WORK TASK: Would you copy each line of the data below that has "Park"?
[Start of Attachment]
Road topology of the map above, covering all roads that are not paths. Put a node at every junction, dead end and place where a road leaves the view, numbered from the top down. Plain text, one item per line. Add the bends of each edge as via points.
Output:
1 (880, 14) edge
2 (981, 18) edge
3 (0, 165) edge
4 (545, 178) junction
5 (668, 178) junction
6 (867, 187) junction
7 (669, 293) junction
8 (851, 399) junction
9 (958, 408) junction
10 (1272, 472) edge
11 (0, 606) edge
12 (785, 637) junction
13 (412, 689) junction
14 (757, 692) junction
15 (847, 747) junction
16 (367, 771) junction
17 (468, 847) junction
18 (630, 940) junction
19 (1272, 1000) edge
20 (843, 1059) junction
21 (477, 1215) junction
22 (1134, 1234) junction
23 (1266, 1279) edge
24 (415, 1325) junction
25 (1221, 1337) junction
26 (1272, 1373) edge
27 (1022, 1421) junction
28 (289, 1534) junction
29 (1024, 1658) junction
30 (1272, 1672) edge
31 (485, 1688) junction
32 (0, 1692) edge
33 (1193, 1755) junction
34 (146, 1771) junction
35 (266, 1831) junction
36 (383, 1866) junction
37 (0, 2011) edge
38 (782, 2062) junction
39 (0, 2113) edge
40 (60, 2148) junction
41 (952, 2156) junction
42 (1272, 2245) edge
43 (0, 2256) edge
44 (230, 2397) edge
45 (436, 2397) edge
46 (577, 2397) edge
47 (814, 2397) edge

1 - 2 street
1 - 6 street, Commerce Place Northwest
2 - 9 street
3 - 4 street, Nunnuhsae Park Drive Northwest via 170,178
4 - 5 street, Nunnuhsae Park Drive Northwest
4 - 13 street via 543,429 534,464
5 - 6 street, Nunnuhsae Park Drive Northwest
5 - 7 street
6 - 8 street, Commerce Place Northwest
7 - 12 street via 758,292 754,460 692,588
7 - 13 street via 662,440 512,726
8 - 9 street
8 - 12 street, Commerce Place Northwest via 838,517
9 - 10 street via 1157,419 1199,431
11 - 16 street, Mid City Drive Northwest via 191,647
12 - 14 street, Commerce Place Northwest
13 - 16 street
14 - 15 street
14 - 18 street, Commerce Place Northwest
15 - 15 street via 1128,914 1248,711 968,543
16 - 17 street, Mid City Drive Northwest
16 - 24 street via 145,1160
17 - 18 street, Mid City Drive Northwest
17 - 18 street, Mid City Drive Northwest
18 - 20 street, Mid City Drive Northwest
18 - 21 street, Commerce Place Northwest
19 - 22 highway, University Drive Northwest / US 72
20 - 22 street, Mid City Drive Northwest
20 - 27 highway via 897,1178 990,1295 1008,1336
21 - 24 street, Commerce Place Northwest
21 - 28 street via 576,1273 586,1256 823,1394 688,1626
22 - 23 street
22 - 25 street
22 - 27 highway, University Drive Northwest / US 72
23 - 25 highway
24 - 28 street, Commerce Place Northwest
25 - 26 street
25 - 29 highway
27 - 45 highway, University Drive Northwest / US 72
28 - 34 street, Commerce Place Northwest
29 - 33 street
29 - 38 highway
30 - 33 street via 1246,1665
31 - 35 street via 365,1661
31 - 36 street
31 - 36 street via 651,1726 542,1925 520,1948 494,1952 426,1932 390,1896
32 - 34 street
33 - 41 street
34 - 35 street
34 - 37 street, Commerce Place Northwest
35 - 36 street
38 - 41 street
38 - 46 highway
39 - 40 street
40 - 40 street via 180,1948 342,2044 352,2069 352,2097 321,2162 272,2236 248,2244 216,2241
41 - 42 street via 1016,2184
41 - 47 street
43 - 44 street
[End of Attachment]
RESPONSE TO THE TASK:
3 - 4 street, Nunnuhsae Park Drive Northwest via 170,178
4 - 5 street, Nunnuhsae Park Drive Northwest
5 - 6 street, Nunnuhsae Park Drive Northwest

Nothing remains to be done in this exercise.